Experiences like this forced Wood into a deeper understanding of Lavengood’s adage.

“He wasn’t only talking about sharing material goods, but about an obligation to make a difference using your intelligence to help others,” says Wood, who is today the founder and president of Room To Read, a San Francisco-based nonprofit organization that advances literacy in Nepal and Vietnam. In two years of existence, Room To Read has built 15 schools, 150 libraries, shipped more than 90,000 books to needy children and established 40 long-term scholarships.
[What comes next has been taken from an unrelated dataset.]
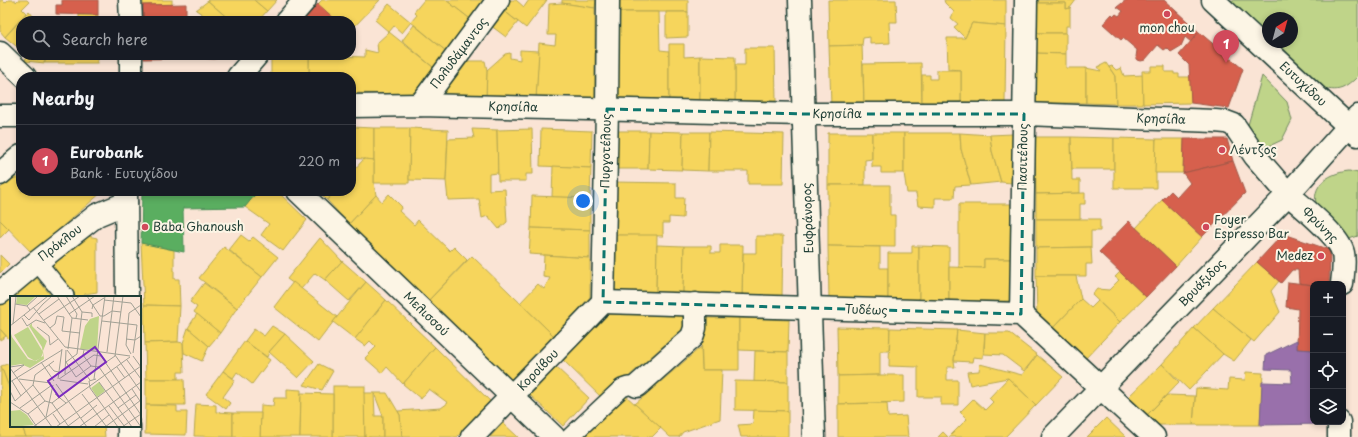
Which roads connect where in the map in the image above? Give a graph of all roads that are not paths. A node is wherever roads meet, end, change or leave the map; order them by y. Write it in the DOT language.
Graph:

“I get to apply everything I learned at Kellogg to actually build a nonprofit company, running it in a very business-like, goal-oriented, efficient manner,” says Wood.

A “nation of children”
Like Wood, Kevin Marinacci ’96 had his eyes opened to his responsibility to help those less fortunate.

As a Georgetown University student in 1989, Marinacci found himself in a war zone, or among the embers of a war that hadn’t officially been declared dead. He had landed in Nicaragua to spend a year abroad with the school’s volunteer corps. What he discovered was a nation of children — among them nearly 20,000 orphans. Almost half the population was under the age of 14 when the civil war ended, he says.

Marinacci joined a group running an orphanage called Familia Padre Fabretto (FPF), or “Father Fabretto’s Family,” in northern Nicaragua. Named after the charismatic Italian missionary, Father Rafael Fabretto, who began the organization in 1953 and managed it by grit and spit until his death in 1990, FPF served as a true “safe haven” for kids trapped in a violent society, says Marinacci.

“After 20 years of war, the country was in shambles,” says the Kellogg alum, who grew up in Evanston and attended Loyola Academy, where the Jesuits imparted a message similar to Lavengood’s. “Teenagers were drummed into military service, either on the side of the Sandinistas or the contras. To be a kid in Nicaragua then was really bad.”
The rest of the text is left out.